Love of countryside is not new. In the 1930s and 1940s, writers such as Arthur Mee and H. V. Morton hoped that the age of the private motor car would attract a new generation of urban Britons to see how the country lived. They would understand and not obliterate it with free trade and ribbon suburbs. Morton cried Back to the Land for more rural tourism, forecasting that the car would make Britons new Virgilians. He never dreamt that they would slash and burn what they had come to see.
In one sense he was right. In poll after poll, the public regards the countryside as the most cherished symbol of Britishness. It is loved. But democracy offers no way of making that love politically effective. In the past, the wealth of subsidised farming has been the greatest landscape conservator. That is now in decline and farmers are the most ardent developers. True allies of the countryside tend to be newcomers. Their political champions are mostly county councils, which Mr Prescott wants to abolish in favour of regional agencies to do his bidding.
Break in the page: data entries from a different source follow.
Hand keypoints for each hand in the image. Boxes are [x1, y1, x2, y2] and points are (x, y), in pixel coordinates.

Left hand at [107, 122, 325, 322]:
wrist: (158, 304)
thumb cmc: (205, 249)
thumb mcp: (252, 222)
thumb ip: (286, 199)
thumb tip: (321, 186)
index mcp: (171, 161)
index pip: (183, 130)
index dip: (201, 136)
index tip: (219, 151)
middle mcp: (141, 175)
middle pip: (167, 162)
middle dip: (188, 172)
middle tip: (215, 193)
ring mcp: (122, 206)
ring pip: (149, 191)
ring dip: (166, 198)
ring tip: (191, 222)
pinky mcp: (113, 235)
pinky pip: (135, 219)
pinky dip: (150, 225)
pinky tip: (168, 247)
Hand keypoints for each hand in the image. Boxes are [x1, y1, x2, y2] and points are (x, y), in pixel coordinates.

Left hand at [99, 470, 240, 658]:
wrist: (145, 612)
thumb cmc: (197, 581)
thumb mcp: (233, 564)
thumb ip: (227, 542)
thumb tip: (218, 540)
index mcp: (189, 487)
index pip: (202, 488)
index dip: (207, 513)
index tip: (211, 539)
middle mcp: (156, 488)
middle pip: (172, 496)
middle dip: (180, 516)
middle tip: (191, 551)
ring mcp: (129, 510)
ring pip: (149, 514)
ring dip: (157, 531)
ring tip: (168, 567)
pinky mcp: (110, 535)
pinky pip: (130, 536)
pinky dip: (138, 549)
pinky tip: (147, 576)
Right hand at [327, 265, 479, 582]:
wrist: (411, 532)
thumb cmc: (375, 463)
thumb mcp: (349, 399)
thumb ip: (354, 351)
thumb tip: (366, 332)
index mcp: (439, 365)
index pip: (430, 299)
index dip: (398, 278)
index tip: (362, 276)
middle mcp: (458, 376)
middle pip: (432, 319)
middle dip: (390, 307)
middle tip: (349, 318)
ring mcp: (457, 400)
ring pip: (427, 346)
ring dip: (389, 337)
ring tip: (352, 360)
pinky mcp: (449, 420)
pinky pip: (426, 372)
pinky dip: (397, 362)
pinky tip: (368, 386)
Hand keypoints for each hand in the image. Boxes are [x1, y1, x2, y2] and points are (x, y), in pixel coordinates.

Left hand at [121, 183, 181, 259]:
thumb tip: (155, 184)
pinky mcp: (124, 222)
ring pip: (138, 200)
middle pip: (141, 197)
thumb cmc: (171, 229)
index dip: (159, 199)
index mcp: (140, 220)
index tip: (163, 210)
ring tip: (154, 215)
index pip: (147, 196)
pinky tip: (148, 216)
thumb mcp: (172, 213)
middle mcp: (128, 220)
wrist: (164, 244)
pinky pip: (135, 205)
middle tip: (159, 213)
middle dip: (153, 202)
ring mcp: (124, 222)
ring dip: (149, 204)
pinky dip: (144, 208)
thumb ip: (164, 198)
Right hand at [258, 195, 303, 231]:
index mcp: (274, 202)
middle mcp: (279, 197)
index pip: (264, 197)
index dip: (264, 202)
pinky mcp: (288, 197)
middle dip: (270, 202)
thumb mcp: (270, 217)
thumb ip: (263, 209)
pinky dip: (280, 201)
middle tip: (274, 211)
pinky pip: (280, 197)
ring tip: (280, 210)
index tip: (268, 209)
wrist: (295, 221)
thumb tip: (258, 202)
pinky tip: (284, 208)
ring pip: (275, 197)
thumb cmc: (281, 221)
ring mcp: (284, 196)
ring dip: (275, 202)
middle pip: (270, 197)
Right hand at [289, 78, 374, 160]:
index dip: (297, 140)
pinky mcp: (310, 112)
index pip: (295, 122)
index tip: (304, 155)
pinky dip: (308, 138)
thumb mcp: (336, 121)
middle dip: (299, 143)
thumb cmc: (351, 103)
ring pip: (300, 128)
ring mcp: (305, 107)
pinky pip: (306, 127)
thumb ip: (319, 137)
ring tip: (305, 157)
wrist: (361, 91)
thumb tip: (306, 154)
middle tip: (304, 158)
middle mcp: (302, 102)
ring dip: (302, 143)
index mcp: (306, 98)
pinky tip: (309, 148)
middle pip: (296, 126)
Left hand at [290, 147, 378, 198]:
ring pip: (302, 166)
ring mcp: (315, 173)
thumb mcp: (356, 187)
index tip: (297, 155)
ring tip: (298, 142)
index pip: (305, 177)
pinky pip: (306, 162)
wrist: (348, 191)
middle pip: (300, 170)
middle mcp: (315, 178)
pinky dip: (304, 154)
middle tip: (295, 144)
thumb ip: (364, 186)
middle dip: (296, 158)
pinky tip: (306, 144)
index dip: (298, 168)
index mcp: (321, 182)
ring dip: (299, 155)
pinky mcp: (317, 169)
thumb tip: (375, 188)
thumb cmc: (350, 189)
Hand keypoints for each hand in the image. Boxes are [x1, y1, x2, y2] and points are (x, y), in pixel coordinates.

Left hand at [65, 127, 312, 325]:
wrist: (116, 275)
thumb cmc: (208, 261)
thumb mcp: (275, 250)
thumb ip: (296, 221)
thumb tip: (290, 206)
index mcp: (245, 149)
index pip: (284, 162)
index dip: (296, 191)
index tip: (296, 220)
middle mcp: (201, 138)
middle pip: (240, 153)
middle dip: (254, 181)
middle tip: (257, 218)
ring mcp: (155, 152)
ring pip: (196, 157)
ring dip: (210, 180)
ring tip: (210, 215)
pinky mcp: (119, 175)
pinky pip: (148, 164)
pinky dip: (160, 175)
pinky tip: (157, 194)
I am no rural romantic. I know that the landscape most people want preserved has been fashioned by human beings since the dawn of history. But they like what has been fashioned, the lowland farms and upland moors of pre-intensive agriculture. For 50 years they have paid for this landscape through the nose in subsidies. They have seen it polluted and stripped of wild flowers, hedges, birds and animals. They now want it restored. It is outrageous to tell them that, having spent so much to preserve the country, they cannot keep it, while the farmer picks up £500,000 an acre in development value.
The countryside is not dead. Most of Britain is still rural. Most of it may be obsolete for agriculture, but then a London street is obsolete for horse-drawn vehicles. The countryside has an alternative value, for public enjoyment. It will be expensive to maintain in its “historic” form, and even more expensive to inhabit. Historic areas of cities are also expensive. But to wipe countryside from the map because it is expensive is ludicrously destructive. It may be hard to give monetary value to such an asset. That does not render it valueless, whatever the Treasury thinks.
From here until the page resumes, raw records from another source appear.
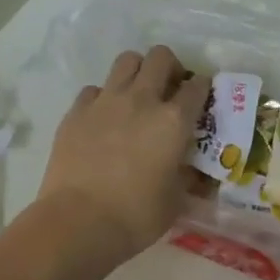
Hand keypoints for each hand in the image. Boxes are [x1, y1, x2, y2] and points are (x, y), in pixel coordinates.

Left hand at [36, 46, 206, 263]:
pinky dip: (105, 97)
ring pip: (127, 61)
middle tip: (170, 90)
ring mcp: (105, 102)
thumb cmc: (136, 216)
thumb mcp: (176, 200)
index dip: (203, 89)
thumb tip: (193, 171)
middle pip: (161, 57)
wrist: (78, 222)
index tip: (202, 100)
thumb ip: (187, 176)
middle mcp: (142, 100)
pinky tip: (105, 119)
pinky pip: (96, 89)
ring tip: (138, 95)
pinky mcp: (76, 111)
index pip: (197, 86)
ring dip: (138, 72)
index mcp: (174, 121)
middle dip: (171, 68)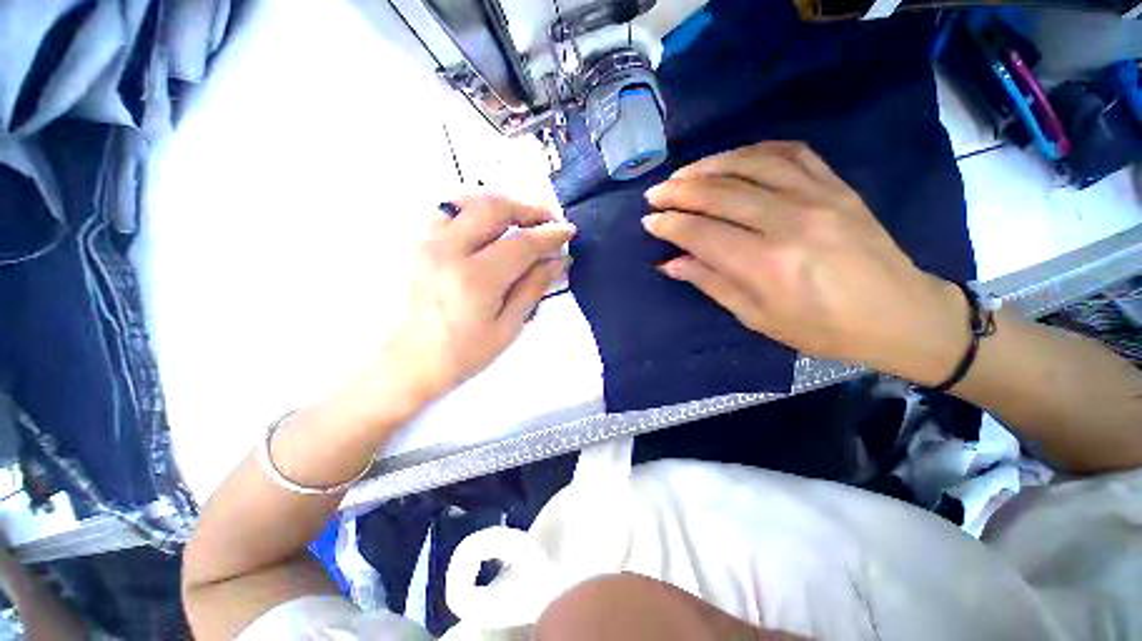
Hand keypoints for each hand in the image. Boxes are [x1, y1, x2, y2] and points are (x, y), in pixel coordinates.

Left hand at [378, 194, 574, 407]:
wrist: (418, 357)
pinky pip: (453, 209)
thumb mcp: (510, 325)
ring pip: (473, 201)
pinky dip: (479, 207)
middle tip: (551, 221)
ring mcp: (431, 242)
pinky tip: (495, 222)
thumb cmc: (467, 351)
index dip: (550, 236)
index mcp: (475, 279)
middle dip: (530, 210)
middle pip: (495, 209)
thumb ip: (535, 287)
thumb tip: (559, 260)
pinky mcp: (424, 242)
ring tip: (526, 220)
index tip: (569, 232)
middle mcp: (449, 251)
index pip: (521, 244)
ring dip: (506, 205)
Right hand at [642, 141, 968, 384]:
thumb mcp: (757, 318)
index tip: (649, 222)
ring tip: (682, 174)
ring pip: (749, 164)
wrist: (900, 314)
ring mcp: (817, 196)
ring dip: (707, 165)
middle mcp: (789, 222)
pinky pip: (787, 152)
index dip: (670, 225)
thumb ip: (711, 283)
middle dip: (678, 191)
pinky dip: (751, 151)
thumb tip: (671, 263)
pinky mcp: (836, 184)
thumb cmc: (823, 329)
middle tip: (654, 194)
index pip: (701, 233)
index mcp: (767, 265)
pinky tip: (730, 160)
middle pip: (719, 193)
There is an alternative to the present policy of let-rip. It is for the Government to order planners to designate appropriate rural landscape as sacrosanct from development. Prime agricultural land was once so designated. Historic townscape is so designated. We have listed buildings. Why not “listed” landscapes? We have tax breaks for those who run historic houses. Why not for historic farms, woods and hills? Maintaining such landscape will cost money, though nothing like on the existing scale of farm subsidies. Taxpayers will surely accept this lower burden. Landowners and farmers may protest at becoming hobby farmers and park rangers, but that is what they are in many countries (notably Switzerland). He who pays the piper calls the tune. The value of development land will certainly rise and house prices with it. This happens also in historic cities.
Terror of being thought pro-rich or anti-growth has neutered the supposed defenders of the countryside. The greens take money for wind turbines. Local lobbies concede planning permissions for “key-worker housing”. Nobody dares defend rural beauty for its own sake. All take refuge in such weasel words as sustainable, affordable and holistic, code for “we surrender”.
At this rate it is goodbye countryside Britain and hello Long Island. In a hundred years’ time Britain’s biggest traffic jams will be in the tunnel to France, where these things are better ordered.